What to do:
Report each line of the entries that contains the word "dead", copied in full.

---*---

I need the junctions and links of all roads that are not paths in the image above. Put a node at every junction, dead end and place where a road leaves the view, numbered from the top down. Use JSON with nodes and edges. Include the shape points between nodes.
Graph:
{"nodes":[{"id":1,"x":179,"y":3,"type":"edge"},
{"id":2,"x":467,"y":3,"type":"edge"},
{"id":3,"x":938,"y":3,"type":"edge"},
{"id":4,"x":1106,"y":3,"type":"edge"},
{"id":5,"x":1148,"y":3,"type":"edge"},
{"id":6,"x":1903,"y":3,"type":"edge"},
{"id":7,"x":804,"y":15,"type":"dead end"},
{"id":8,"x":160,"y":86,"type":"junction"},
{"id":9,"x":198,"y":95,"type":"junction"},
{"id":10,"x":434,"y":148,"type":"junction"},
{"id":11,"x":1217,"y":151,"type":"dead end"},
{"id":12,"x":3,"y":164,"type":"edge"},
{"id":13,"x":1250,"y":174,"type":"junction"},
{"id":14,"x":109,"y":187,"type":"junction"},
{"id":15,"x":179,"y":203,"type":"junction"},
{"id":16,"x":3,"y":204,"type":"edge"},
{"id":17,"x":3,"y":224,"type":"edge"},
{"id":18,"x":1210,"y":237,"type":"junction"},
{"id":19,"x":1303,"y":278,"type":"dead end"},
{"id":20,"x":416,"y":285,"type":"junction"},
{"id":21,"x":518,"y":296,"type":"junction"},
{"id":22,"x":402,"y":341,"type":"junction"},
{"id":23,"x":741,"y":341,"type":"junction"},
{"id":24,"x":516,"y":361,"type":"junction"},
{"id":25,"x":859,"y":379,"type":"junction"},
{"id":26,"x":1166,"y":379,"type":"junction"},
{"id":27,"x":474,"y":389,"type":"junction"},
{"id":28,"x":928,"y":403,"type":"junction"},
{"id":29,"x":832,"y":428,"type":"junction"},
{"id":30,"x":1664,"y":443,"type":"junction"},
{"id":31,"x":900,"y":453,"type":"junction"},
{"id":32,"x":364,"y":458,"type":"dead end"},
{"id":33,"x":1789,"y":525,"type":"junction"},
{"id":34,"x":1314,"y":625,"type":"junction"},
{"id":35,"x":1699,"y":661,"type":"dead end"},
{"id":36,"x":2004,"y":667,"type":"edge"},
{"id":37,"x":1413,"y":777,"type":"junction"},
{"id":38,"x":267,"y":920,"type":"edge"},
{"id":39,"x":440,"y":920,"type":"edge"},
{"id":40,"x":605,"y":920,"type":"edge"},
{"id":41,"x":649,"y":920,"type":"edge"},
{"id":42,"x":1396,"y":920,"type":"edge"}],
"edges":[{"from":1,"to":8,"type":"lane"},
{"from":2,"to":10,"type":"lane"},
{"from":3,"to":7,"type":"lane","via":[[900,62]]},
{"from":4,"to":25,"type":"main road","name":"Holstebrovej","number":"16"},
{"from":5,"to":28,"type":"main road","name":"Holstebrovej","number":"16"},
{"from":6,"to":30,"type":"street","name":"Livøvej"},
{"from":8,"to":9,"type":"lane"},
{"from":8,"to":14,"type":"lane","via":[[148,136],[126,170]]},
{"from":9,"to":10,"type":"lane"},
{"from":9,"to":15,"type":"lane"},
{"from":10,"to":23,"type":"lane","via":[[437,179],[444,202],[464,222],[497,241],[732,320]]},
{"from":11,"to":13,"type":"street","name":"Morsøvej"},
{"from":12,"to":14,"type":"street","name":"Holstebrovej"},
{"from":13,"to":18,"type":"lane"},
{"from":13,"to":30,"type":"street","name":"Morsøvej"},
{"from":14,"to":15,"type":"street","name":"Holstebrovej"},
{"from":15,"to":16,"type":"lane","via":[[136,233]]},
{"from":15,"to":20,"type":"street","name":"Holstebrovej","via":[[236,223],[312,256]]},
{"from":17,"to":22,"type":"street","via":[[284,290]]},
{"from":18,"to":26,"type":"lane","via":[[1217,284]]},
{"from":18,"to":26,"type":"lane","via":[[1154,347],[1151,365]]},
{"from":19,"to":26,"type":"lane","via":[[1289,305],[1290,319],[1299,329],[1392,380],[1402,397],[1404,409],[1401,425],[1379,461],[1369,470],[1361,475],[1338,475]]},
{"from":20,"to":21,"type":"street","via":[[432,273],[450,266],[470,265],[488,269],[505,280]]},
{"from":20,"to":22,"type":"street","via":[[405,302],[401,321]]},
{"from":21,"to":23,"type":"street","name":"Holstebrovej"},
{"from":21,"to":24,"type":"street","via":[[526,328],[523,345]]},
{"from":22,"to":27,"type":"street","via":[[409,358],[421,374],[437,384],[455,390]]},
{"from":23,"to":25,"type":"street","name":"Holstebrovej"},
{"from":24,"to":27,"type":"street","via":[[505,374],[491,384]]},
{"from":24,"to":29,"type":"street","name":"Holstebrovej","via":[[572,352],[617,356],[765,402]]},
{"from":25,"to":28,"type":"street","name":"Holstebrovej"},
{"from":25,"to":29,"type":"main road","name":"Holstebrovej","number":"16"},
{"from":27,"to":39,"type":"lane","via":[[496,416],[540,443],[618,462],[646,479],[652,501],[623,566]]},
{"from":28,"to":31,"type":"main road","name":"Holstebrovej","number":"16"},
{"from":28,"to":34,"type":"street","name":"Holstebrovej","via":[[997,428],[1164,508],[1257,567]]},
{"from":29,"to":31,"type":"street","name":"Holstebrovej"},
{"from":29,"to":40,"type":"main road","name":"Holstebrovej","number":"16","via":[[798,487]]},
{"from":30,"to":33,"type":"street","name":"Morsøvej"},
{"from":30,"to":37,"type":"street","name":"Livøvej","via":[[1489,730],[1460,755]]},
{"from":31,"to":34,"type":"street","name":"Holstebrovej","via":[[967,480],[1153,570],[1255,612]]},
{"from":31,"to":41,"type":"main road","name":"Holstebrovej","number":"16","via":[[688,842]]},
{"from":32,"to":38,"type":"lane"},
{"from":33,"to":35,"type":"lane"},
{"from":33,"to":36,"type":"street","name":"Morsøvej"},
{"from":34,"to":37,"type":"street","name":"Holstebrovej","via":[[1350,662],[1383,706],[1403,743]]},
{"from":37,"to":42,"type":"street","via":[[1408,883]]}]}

---*---

Task response:
I need the junctions and links of all roads that are not paths in the image above. Put a node at every junction, dead end and place where a road leaves the view, numbered from the top down. Use JSON with nodes and edges. Include the shape points between nodes.
{"id":7,"x":804,"y":15,"type":"dead end"},
{"id":11,"x":1217,"y":151,"type":"dead end"},
{"id":19,"x":1303,"y":278,"type":"dead end"},
{"id":32,"x":364,"y":458,"type":"dead end"},
{"id":35,"x":1699,"y":661,"type":"dead end"},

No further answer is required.